GARZON-FORERO MST, Diego A. Insertion Strategies of Inga and Kamsá Shamans in the Medium and Small Cities of the Cundiboyacense Highlands: A Proposal from the Packaged Indigenous Medicine Category. Rev. Cienc. Salud [online]. 2019, vol.17, n.spe, pp.69-87. ISSN 1692-7273.  https://doi.org/10.12804/revistas.urosario.edu.co/revsalud/a.8120.

Introduction:

This article wants to discuss the indigenous appropriation of regulation, laws, and decrees established by Colombian state authorities about the production of medical drugs and manage of traditional indigenous medicine, specifically in the Inga and Kamsá communities.

Development:

This social issue it is better understood by the commercial tradition and the regular traveling of those indigenous communities.

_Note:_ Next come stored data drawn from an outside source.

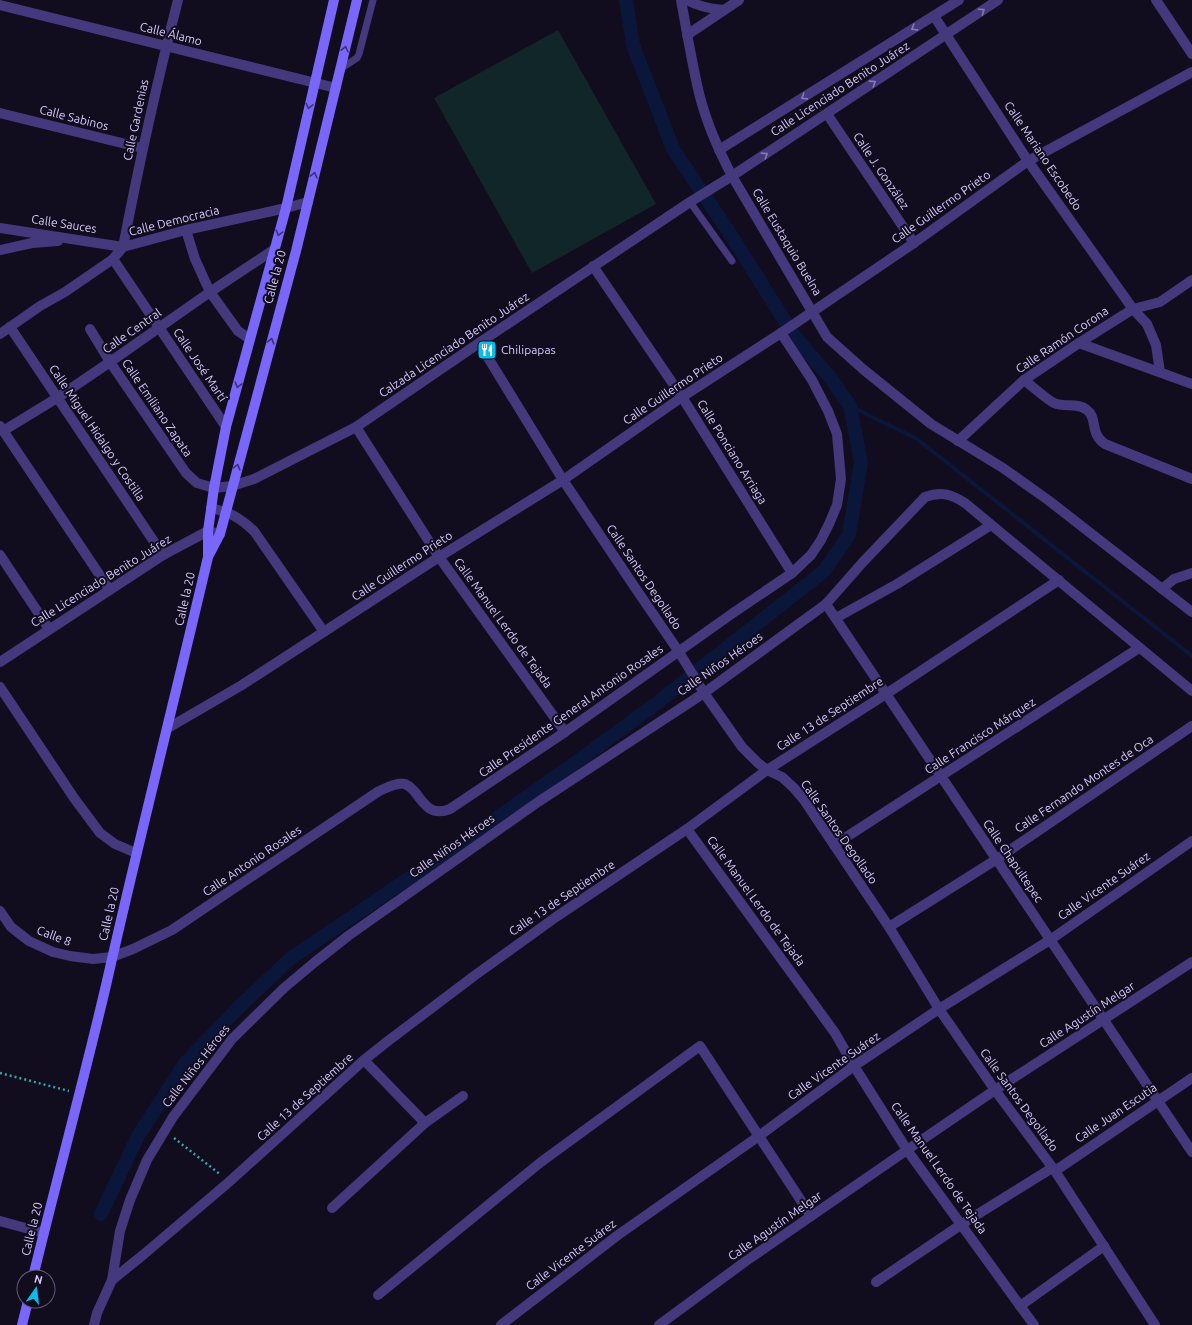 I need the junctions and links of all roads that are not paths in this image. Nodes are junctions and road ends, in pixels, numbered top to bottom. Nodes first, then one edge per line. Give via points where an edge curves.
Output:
1 (178, 0) edge
2 (334, 0) edge
3 (357, 0) edge
4 (374, 0) edge
5 (681, 0) edge
6 (688, 0) edge
7 (739, 0) edge
8 (959, 0) edge
9 (998, 0) edge
10 (1156, 0) edge
11 (0, 5) edge
12 (724, 10) junction
13 (934, 16) junction
14 (947, 34) junction
15 (687, 35) junction
16 (166, 46) junction
17 (1192, 54) edge
18 (340, 69) junction
19 (1192, 72) edge
20 (314, 82) junction
21 (336, 88) junction
22 (0, 113) edge
23 (827, 114) junction
24 (142, 148) junction
25 (719, 150) junction
26 (1028, 161) junction
27 (728, 179) junction
28 (693, 200) junction
29 (308, 202) junction
30 (286, 208) junction
31 (0, 228) edge
32 (186, 230) junction
33 (72, 239) junction
34 (914, 243) junction
35 (123, 247) junction
36 (275, 249) junction
37 (0, 250) edge
38 (113, 259) junction
39 (732, 261) dead end
40 (593, 266) junction
41 (1192, 280) edge
42 (210, 292) junction
43 (1133, 309) junction
44 (810, 313) junction
45 (10, 326) junction
46 (159, 328) junction
47 (90, 329) dead end
48 (783, 332) junction
49 (0, 334) edge
50 (250, 339) junction
51 (1079, 343) junction
52 (479, 344) junction
53 (110, 362) junction
54 (1160, 372) junction
55 (1024, 380) junction
56 (1192, 384) edge
57 (682, 397) junction
58 (57, 398) junction
59 (226, 427) junction
60 (356, 428) junction
61 (2, 429) edge
62 (958, 441) junction
63 (1192, 479) edge
64 (563, 480) junction
65 (232, 486) junction
66 (214, 488) junction
67 (211, 508) junction
68 (226, 512) junction
69 (991, 525) junction
70 (208, 531) junction
71 (220, 534) junction
72 (0, 555) edge
73 (163, 555) junction
74 (208, 557) junction
75 (439, 557) junction
76 (792, 573) junction
77 (1192, 573) edge
78 (1059, 580) junction
79 (109, 589) junction
80 (1162, 589) junction
81 (826, 604) junction
82 (1192, 612) edge
83 (836, 618) junction
84 (49, 629) junction
85 (324, 632) junction
86 (1139, 648) junction
87 (681, 655) junction
88 (0, 662) edge
89 (0, 688) edge
90 (701, 688) junction
91 (1192, 691) edge
92 (886, 694) junction
93 (1192, 726) edge
94 (168, 728) junction
95 (565, 732) junction
96 (767, 770) junction
97 (941, 777) junction
98 (405, 784) joint
99 (687, 829) junction
100 (1192, 841) edge
101 (834, 845) junction
102 (136, 853) junction
103 (996, 860) junction
104 (0, 911) edge
105 (889, 927) junction
106 (1050, 940) junction
107 (112, 957) junction
108 (1192, 962) edge
109 (939, 1009) junction
110 (1103, 1020) junction
111 (364, 1060) junction
112 (854, 1066) junction
113 (1192, 1078) edge
114 (995, 1090) junction
115 (463, 1096) dead end
116 (1157, 1100) junction
117 (425, 1123) junction
118 (759, 1136) junction
119 (907, 1150) junction
120 (1192, 1152) edge
121 (1053, 1169) junction
122 (332, 1208) dead end
123 (811, 1216) junction
124 (0, 1221) edge
125 (962, 1224) junction
126 (44, 1233) junction
127 (1104, 1246) junction
128 (36, 1269) edge
129 (112, 1280) junction
130 (876, 1282) dead end
131 (378, 1295) dead end
132 (1020, 1306) junction
133 (26, 1309) edge
134 (22, 1325) edge
135 (94, 1325) edge
136 (501, 1325) edge
137 (659, 1325) edge
138 (1034, 1325) edge
139 (1155, 1325) edge

1 - 16 street, Calle Gardenias
2 - 20 street, Calle la 20
18 -> 3 street, Calle la 20
4 - 18 lane via 359,54
5 - 15 street, Calle Eustaquio Buelna
6 - 12 street via 700,6
7 - 12 street
8 - 13 street, Calle Licenciado Benito Juárez
14 -> 9 street, Calle Licenciado Benito Juárez
10 - 17 street
11 - 16 street, Calle Álamo
12 - 15 street
13 - 14 street, Calle Mariano Escobedo
13 -> 25 street, Calle Licenciado Benito Juárez
23 -> 14 street, Calle Licenciado Benito Juárez
14 - 26 street, Calle Mariano Escobedo
15 - 25 street, Calle Eustaquio Buelna via 700,97
16 - 20 street, Calle Álamo
16 - 24 street, Calle Gardenias
18 - 21 street, Calle la 20
19 - 26 street, Calle Guillermo Prieto
20 - 21 street, Calle Álamo
20 -> 30 street, Calle la 20
29 -> 21 street, Calle la 20
22 - 24 street, Calle Sabinos
27 -> 23 street, Calle Licenciado Benito Juárez
23 - 34 street, Calle J. González
24 - 35 street, Calle Gardenias
25 - 27 street, Calle Eustaquio Buelna
26 - 34 street, Calle Guillermo Prieto
26 - 43 street, Calle Mariano Escobedo
27 - 28 street, Calle Licenciado Benito Juárez
27 - 44 street, Calle Eustaquio Buelna
28 - 39 lane
28 - 40 street, Calzada Licenciado Benito Juárez
29 - 30 street, Calle Democracia
65 -> 29 street, Calle la 20
30 - 32 street, Calle Democracia
30 -> 36 street, Calle la 20
31 - 33 street, Calle Sauces
32 - 35 street, Calle Democracia
32 - 42 street via 195,259
33 - 35 street, Calle Sauces
33 - 37 street via 32,243
34 - 44 street, Calle Guillermo Prieto
35 - 38 street, Calle Democracia
36 - 42 street, Calle Central
36 - 50 street, Calle la 20
38 - 45 street, Calle Democracia
38 - 46 street, Calle José Martí
40 - 52 street, Calzada Licenciado Benito Juárez
40 - 57 street, Calle Ponciano Arriaga
41 - 43 street, Calle Ramón Corona via 1160,302
42 - 46 street, Calle Central
42 - 50 street via 238,331
43 - 51 street, Calle Ramón Corona
43 - 54 street, Calle Mariano Escobedo via 1147,324 1156,344
44 - 48 street, Calle Guillermo Prieto
44 - 62 street, Calle Eustaquio Buelna via 827,337 864,370 931,424
45 - 49 street, Calle Democracia
45 - 58 street, Calle Miguel Hidalgo y Costilla
46 - 53 street, Calle Central
46 - 59 street, Calle José Martí
47 - 53 street, Calle Emiliano Zapata
48 - 57 street, Calle Guillermo Prieto
48 - 76 street, Calle Presidente General Antonio Rosales via 828,411 837,434 841,479 836,505 821,540 811,555
50 -> 59 street, Calle la 20
51 - 54 street
51 - 55 street, Calle Ramón Corona
52 - 60 street, Calzada Licenciado Benito Juárez
52 - 64 street, Calle Santos Degollado
53 - 58 street, Calle Central
53 - 66 street, Calle Emiliano Zapata via 186,473 197,483
54 - 56 street
55 - 62 street, Calle Ramón Corona
55 - 63 street via 1054,403 1083,406 1092,417 1097,437 1105,444
57 - 64 street, Calle Guillermo Prieto
57 - 76 street, Calle Ponciano Arriaga
58 - 61 street, Calle Central
58 - 73 street, Calle Miguel Hidalgo y Costilla
59 - 66 street, Calle la 20
60 - 65 street, Calzada Licenciado Benito Juárez via 254,479
60 - 75 street, Calle Manuel Lerdo de Tejada
61 - 79 street
62 - 80 street, Calle Eustaquio Buelna via 1003,468 1048,500
64 - 75 street, Calle Guillermo Prieto
64 - 87 street, Calle Santos Degollado
65 - 66 street, Calzada Licenciado Benito Juárez
65 - 68 street, Calle la 20
66 - 67 street, Calle la 20
67 - 68 street
67 - 70 street, Calle la 20
68 - 71 street, Calle la 20
68 - 85 street via 241,519 254,531
69 - 78 street
69 - 81 street, Calle Niños Héroes via 957,498 935,494 925,497
69 - 83 street via 897,584
70 - 71 street
70 - 73 street, Calle Licenciado Benito Juárez
70 - 74 street, Calle la 20
71 - 74 street, Calle la 20
72 - 84 street
73 - 79 street, Calle Licenciado Benito Juárez
74 - 94 street, Calle la 20
75 - 85 street, Calle Guillermo Prieto
75 - 95 street, Calle Manuel Lerdo de Tejada
76 - 87 street, Calle Presidente General Antonio Rosales
77 - 80 street via 1174,579
78 - 86 street
78 - 92 street, Calle 13 de Septiembre
79 - 84 street, Calle Licenciado Benito Juárez
80 - 82 street, Calle Eustaquio Buelna
81 - 83 street, Calle Chapultepec
81 - 90 street, Calle Niños Héroes
83 - 92 street, Calle Chapultepec
84 - 88 street, Calle Licenciado Benito Juárez
85 - 94 street, Calle Guillermo Prieto via 242,685
86 - 91 street
86 - 97 street, Calle Francisco Márquez
87 - 90 street, Calle Santos Degollado
87 - 95 street, Calle Presidente General Antonio Rosales
89 - 102 street via 100,833 115,844
90 - 96 street, Calle Santos Degollado via 742,747
90 - 129 street, Calle Niños Héroes via 348,936 284,988 232,1039 164,1131 147,1160 120,1231
92 - 96 street, Calle 13 de Septiembre
92 - 97 street, Calle Chapultepec
93 - 103 street, Calle Fernando Montes de Oca
94 - 102 street, Calle la 20
95 - 98 street, Calle Presidente General Antonio Rosales via 450,809 436,812 431,810 411,787
96 - 99 street, Calle 13 de Septiembre
96 - 101 street, Calle Santos Degollado via 782,777 794,788
97 - 101 street, Calle Francisco Márquez
97 - 103 street, Calle Chapultepec
98 - 107 street, Calle Antonio Rosales via 392,785 379,791 172,930
99 - 111 street, Calle 13 de Septiembre via 556,917
99 - 112 street, Calle Manuel Lerdo de Tejada via 835,1033
100 - 106 street, Calle Vicente Suárez
101 - 105 street, Calle Santos Degollado
102 - 107 street, Calle la 20
103 - 105 street, Calle Fernando Montes de Oca
103 - 106 street, Calle Chapultepec
104 - 107 street, Calle 8 via 11,927 53,952 93,959
105 - 109 street, Calle Santos Degollado
106 - 109 street, Calle Vicente Suárez
106 - 110 street, Calle Chapultepec
107 - 126 street, Calle la 20
108 - 110 street, Calle Agustín Melgar
109 - 112 street, Calle Vicente Suárez
109 - 114 street, Calle Santos Degollado
110 - 114 street, Calle Agustín Melgar
110 - 116 street, Calle Chapultepec
111 - 117 street
111 - 129 street, Calle 13 de Septiembre via 229,1182
112 - 118 street, Calle Vicente Suárez
112 - 119 street, Calle Manuel Lerdo de Tejada
113 - 116 street, Calle Juan Escutia
114 - 119 street, Calle Agustín Melgar
114 - 121 street, Calle Santos Degollado
115 - 117 street
116 - 120 street, Calle Chapultepec
116 - 121 street, Calle Juan Escutia
117 - 122 street
118 - 123 street
118 - 131 street via 700,1046 542,1162
118 - 136 street, Calle Vicente Suárez via 618,1235
119 - 123 street, Calle Agustín Melgar
119 - 125 street, Calle Manuel Lerdo de Tejada
121 - 125 street, Calle Juan Escutia
121 - 127 street, Calle Santos Degollado
123 - 137 street, Calle Agustín Melgar
124 - 126 street
125 - 130 street
125 - 132 street, Calle Manuel Lerdo de Tejada
126 - 128 street, Calle la 20
127 - 132 street
127 - 139 street, Calle Santos Degollado
129 - 135 street, Calle Niños Héroes
132 - 138 street, Calle Manuel Lerdo de Tejada
133 - 134 street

The article shows how through the normativity is reflected in the way of perceiving welfare, treatment methods, and disease from the indigenous medicine of the Putumayo inserted in medium and small urban populations of the cundiboyacense plateau of Colombia. This situation makes the indigenous population generate strategies of insertion in small towns. Strategies like packaged medicines looking similar in appearance to the medicines of biomedicine, an inevitable strategy in the social frame of medical pluralism that necessarily presents itself in non-closed contexts, that helps to strengthen the stereotypes of indigenous people. On the other hand, the mandatory commercialization that the indigenous medicines suffer. when they go out to the urban public, a context that does not exchange but buys and sells with money.

Conclusions:

The norms, laws, and decrees for drug regulation -and the norms that recognize traditional indigenous medicine under the framework of multicultural acknowledgment- are being created under static stereotypes of indigenous stereotypes, reinforcing the need for integration strategies of indigenous medicine in the cities by these communities.

Palabras clave : Indigenous peoples; medical drugs; traditional medicine; Amazonia; production control.